Flores è una delle poche regioni a maggioranza cattolica dell’Indonesia, che resta il più grande paese musulmano al mondo con 202,9 milioni di fedeli (l’87,2% della popolazione). Il cattolicesimo è un lascito dell’occupazione portoghese, di cui restano tracce anche nei nomi delle persone e in alcune fortificazioni sparse nell’isola.

Con il prete si parla un po’ di Lula e del suo destino triste. «L’ho conosciuto, ha fatto molto per il Brasile, ma poi si è circondato di gente sbagliata» sentenzia.

Poi gli racconto che in Indonesia c’ero stata 35 anni fa e quasi non mi ero accorta che fosse un paese musulmano. Il colpo d’occhio ora è completamente cambiato, nelle zone a maggioranza musulmana le donne sono tutte velate, anche le bambine piccolissime. Una trasfornazione scioccante. «Anche per me è scioccante – dice il prete – la tradizione dell’Indonesia è sempre stata diversa. Nella mia famiglia ci sono cristiani, musulmani, animisti. Siamo sempre andati d’accordo. Anche i miei familiari musulmani non capiscono bene cosa sta succedendo».

Soprattutto nel resto del paese il processo di radicalizzazione dell’islamismo non è stato indolore. A parte atti terroristici sporadici ma molto sanguinosi ad opera di frange radicali filoqaediste, il cambiamento riguarda l’avanzamento di un islamismo politico sempre più aggressivo, rispetto alla tradizione moderata del paese, dove l’Islam, nonostante le pressioni di alcuni gruppi, non è religione di Stato.

«La verità è che queste nuove leve fondamentaliste sono finanziate dall’estero. Hanno molti soldi e cercano di manipolare l’Indonesia ma io credo che non ci riusciranno» riassume il nostro compagno di viaggio cattolico.

È un dato di fatto che grossi flussi di soldi arrivino dai paesi del Golfo per sostenere la costruzione di moschee, madrasse e un maggior attivismo in campo politico con la costituzione di partiti confessionali. «Ma l’Indonesia è più forte di questo, siamo un arcipelago di migliaia di isole, centinaia di gruppi etnici e linguistici, e di credenze religiose, siamo storicamente abituati a convivere e penso che la nostra società civile abbia gli anticorpi».
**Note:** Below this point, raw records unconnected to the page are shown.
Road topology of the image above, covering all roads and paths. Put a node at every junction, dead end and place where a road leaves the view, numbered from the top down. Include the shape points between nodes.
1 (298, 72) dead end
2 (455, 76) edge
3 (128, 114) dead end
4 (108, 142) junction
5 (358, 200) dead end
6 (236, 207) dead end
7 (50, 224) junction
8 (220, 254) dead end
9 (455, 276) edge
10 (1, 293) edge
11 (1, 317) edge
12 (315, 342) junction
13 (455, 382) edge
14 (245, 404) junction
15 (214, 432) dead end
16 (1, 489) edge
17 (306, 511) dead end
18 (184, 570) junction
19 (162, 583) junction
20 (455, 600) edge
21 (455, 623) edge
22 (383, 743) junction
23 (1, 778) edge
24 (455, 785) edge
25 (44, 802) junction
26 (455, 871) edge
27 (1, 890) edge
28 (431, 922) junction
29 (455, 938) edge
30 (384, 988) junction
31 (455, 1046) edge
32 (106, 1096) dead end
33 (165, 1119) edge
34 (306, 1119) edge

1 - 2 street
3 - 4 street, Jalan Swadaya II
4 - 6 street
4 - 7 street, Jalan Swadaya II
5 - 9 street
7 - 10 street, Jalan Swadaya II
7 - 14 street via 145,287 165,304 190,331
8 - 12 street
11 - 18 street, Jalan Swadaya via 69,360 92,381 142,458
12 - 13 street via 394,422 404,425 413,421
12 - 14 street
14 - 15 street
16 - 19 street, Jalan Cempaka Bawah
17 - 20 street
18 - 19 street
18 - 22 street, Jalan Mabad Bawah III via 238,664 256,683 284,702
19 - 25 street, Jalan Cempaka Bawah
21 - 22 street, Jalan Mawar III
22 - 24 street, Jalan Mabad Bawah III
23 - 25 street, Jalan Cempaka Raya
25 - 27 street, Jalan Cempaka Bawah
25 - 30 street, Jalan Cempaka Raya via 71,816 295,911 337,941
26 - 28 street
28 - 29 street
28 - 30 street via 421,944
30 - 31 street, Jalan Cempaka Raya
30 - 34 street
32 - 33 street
L’Islam Nusantara, l’Islam dell’arcipelago, corrente alla quale aderiscono la maggior parte dei musulmani indonesiani, si propone come versione moderna e moderata dell’Islam contro la propaganda radicale e fondamentalista. La religione entrerà anche nelle presidenziali del 2019, alle quali l’attuale presidente Widodo si presenterà, contro il suo avversario, un ex generale già battuto la volta scorsa, con un vicepresidente scelto proprio in quanto leader religioso conservatore, per contrastare le frange islamiche più estremiste.

Nelle strade di Flores lo scontro di civiltà ha riflessi anche comici. In ogni villaggio ci sono cantieri sempre aperti per la costruzione di moschee che giganteggiano in una sorta di gara con le chiese, numerosissime e dalle architetture strampalate simili ad alberghi. Il canto del Muezzin scandisce la vita delle città.

«Qui i musulmani sono quattro gatti ma dobbiamo stare a sentire tutti» sogghigna il cattolicissimo Moses, guida e albergatore di Bajawa, nel centro dell’isola. Nella piccola cittadina di Riung, sul mare, il parroco ha fissato la celebrazione della Prima Comunione alla vigilia della festa del Sacrificio. Per i cattolici indonesiani la Comunione è una specie di Capodanno, si festeggia tutta la notte con musica sparata dagli impianti stereo in una sorta di rave pagano e religioso insieme. Disturbando il sonno di tutti, anche dei musulmani. Il giorno dopo però tocca a loro alzare il volume della festa e tenere svegli i cristiani. In realtà tutti fanno vista a tutti in una specie di Carnevale di due giorni, dove il dialogo interreligioso si fa a colpi di decibel.